Салих говорил, говорил… Все, что он передумал за последнее время, все, о чем запрещал себе говорить – все это неудержимым потоком лилось сейчас, как будто освободили что-то огромное, до поры скованное, связанное, запрятанное в глубине души.
– Поверь мне, поверь! Ни одна не сравнится с тобой! Кто нежнее, кто чище тебя? Когда я вижу твое лицо, что-то обмирает во мне, сердце сжимается, как будто его стискивает тонкий серебряный обруч. Мне ничего не нужно от тебя – только быть рядом и служить тебе, только видеть, как ты улыбаешься…
– Я хочу домой, – проговорила Алаха. Доверчиво и жалобно, совсем по-детски. – Отвези меня домой, в степь, Салих.
– За этим я и пришел, – сказал он. – Невыносимо смотреть, как ты угасаешь, моя госпожа. Твое место – там, в Вечной Степи. Мы уедем завтра…
– Тебе нельзя возвращаться, – возразила она. – У тебя остались в Степи враги. Мой брат. Венуты.
– Тебе опасно быть одной, Алаха. – Опять он посмел назвать ее по имени! И она не возразила, не одернула его, не указала ему на его место. Слишком взволнована, должно быть. – Я не могу отпустить тебя… Я не могу без тебя…
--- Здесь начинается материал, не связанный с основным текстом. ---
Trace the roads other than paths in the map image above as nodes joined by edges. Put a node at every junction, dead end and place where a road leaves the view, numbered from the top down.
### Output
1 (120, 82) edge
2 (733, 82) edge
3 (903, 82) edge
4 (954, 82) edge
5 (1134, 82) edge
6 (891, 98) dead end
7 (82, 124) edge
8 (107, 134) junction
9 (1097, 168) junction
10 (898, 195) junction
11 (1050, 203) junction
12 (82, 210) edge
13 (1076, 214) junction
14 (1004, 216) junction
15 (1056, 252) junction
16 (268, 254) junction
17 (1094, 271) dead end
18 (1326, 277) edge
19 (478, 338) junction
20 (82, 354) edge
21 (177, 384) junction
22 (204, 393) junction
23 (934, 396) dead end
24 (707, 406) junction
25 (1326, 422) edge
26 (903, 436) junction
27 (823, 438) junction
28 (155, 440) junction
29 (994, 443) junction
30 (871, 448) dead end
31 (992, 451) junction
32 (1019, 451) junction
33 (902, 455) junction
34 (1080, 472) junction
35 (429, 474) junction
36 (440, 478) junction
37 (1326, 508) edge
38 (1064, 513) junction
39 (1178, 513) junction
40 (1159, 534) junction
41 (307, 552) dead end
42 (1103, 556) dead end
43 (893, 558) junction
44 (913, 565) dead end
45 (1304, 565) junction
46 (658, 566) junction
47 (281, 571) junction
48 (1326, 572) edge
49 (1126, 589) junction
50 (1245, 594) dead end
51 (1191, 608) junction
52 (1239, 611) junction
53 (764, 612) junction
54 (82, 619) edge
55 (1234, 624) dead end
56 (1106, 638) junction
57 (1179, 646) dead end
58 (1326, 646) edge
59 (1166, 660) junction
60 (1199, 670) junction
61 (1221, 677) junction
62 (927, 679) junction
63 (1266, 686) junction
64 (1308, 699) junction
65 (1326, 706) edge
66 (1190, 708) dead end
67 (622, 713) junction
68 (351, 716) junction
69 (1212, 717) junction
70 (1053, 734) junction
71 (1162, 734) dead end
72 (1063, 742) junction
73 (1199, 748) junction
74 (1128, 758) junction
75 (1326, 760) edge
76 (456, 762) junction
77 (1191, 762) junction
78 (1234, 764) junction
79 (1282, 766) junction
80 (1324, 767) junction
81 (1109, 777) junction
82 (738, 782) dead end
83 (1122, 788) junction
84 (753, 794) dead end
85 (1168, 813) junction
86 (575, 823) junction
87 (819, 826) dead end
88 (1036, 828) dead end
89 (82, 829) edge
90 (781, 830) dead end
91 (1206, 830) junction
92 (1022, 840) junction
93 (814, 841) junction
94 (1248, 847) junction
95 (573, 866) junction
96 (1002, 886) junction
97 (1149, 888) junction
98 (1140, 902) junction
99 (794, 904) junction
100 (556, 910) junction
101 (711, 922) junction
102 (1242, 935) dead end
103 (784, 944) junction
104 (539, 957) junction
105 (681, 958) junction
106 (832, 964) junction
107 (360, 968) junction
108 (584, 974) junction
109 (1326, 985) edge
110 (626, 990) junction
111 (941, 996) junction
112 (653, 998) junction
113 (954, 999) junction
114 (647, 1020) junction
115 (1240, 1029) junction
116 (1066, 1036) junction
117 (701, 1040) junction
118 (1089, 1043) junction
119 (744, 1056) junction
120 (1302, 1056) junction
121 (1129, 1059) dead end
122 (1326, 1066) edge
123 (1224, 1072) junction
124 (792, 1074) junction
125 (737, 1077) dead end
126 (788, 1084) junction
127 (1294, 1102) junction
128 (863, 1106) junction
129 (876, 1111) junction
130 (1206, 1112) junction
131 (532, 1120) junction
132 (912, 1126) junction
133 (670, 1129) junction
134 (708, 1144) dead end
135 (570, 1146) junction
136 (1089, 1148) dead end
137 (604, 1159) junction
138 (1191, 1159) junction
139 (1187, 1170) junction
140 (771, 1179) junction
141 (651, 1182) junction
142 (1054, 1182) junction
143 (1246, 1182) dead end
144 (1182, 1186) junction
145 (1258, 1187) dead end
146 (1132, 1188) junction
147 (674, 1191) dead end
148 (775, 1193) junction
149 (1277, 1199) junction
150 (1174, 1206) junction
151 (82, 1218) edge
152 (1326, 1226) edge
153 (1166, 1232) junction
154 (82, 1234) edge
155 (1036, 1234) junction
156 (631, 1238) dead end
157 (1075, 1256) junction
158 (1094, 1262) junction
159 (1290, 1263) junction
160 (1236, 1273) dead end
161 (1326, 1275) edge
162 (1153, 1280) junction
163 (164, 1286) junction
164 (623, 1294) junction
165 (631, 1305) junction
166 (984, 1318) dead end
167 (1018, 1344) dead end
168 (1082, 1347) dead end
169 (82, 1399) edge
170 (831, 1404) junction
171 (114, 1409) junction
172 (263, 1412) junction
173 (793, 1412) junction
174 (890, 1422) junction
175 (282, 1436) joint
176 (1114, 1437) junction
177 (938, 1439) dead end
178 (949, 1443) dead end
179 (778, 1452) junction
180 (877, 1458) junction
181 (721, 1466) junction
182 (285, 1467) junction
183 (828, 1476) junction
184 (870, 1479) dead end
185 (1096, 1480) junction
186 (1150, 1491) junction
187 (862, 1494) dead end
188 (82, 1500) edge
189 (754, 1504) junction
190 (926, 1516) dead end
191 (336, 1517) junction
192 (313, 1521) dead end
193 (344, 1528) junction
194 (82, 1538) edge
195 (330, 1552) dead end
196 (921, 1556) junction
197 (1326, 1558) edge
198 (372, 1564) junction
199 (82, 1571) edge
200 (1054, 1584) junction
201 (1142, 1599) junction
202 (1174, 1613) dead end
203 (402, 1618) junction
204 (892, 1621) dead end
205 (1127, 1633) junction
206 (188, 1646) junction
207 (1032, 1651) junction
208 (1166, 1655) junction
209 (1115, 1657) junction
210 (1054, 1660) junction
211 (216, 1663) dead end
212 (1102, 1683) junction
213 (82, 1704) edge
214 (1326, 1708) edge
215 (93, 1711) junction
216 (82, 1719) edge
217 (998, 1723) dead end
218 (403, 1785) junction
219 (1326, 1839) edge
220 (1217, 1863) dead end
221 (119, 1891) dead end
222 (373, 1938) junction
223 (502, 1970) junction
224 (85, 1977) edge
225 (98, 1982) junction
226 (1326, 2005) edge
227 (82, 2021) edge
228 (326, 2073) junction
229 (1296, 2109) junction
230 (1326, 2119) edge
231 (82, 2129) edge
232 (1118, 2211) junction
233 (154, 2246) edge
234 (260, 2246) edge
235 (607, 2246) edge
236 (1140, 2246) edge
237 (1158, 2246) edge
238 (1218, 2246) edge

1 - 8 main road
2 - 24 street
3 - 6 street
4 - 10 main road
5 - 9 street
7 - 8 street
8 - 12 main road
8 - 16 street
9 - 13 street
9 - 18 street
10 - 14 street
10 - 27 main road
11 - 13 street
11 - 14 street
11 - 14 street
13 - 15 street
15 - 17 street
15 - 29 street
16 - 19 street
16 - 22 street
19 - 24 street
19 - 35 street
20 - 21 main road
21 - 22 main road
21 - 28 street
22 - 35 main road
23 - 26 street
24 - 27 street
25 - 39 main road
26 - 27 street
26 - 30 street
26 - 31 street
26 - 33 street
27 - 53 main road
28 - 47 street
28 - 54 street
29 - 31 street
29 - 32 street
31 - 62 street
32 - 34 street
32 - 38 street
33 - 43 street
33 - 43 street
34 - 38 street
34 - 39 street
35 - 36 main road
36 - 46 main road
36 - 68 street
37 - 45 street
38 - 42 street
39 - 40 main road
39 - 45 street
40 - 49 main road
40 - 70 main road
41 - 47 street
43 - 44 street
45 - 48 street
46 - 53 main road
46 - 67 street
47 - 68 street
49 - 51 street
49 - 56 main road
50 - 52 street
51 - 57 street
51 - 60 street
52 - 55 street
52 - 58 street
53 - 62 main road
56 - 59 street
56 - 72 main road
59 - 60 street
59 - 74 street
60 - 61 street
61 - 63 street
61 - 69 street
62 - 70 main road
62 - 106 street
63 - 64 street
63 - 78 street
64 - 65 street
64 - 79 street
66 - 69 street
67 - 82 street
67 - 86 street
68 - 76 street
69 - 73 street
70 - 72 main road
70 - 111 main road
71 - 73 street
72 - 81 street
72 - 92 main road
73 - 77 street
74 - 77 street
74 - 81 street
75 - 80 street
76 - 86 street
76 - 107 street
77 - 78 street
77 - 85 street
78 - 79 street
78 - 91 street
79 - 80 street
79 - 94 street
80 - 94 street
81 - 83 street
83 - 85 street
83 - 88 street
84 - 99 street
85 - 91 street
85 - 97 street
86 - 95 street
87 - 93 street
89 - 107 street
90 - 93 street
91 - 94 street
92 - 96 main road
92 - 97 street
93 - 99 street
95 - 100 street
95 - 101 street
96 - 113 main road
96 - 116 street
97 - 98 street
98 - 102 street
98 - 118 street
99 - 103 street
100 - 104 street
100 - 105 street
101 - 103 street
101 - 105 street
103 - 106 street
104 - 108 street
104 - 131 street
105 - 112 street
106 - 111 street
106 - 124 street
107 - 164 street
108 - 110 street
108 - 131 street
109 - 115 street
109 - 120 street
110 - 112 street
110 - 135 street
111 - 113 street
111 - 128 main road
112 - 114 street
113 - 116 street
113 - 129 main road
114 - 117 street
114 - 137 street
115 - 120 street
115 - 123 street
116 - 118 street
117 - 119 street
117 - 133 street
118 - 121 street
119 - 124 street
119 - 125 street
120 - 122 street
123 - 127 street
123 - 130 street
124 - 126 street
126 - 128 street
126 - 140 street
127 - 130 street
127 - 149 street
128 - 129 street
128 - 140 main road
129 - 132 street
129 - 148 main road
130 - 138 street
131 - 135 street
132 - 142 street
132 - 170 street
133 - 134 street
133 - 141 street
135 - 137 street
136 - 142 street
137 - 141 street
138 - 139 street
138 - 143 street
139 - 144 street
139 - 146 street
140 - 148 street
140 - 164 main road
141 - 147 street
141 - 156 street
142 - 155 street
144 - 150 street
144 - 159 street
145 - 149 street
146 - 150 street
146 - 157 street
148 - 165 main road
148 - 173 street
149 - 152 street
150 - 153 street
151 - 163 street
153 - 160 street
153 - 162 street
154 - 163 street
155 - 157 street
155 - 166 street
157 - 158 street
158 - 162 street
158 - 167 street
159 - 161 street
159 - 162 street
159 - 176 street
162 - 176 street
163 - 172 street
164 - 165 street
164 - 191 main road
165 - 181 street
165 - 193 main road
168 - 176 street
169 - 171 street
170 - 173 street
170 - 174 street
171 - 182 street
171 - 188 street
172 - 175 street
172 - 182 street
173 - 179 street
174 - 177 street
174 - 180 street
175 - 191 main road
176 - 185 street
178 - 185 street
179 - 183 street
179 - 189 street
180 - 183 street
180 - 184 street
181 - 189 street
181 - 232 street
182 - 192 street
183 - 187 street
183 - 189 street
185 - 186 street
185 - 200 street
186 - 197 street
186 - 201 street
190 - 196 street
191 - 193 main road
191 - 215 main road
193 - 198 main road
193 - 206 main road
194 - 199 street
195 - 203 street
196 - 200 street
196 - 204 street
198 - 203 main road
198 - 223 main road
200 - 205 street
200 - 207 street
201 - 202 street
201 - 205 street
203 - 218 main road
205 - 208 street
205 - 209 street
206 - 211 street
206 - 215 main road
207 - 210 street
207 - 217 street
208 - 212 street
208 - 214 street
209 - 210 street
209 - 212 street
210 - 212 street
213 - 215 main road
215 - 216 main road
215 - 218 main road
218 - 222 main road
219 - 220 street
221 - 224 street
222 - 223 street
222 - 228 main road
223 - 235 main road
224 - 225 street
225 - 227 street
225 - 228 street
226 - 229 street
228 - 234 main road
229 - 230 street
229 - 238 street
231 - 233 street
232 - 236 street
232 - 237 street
Она порывисто схватила его за руку.
– Значит, вместе? Возвращаемся вместе?
– Да.
Горячие тонкие пальцы, унизанные кольцами, стиснули его запястье.
– Спасибо, спасибо тебе! О, Салих! Сколько я всего передумала, пока сидела тут взаперти! Ты хотел, чтобы был дом, чтобы была тишина и покой… Твоя мать – она очень добрая, но… Она не моя мать! Моя мать – жена хаана, она и сама – глава племени. А твоя всю жизнь была чьей-то тенью. Твой брат…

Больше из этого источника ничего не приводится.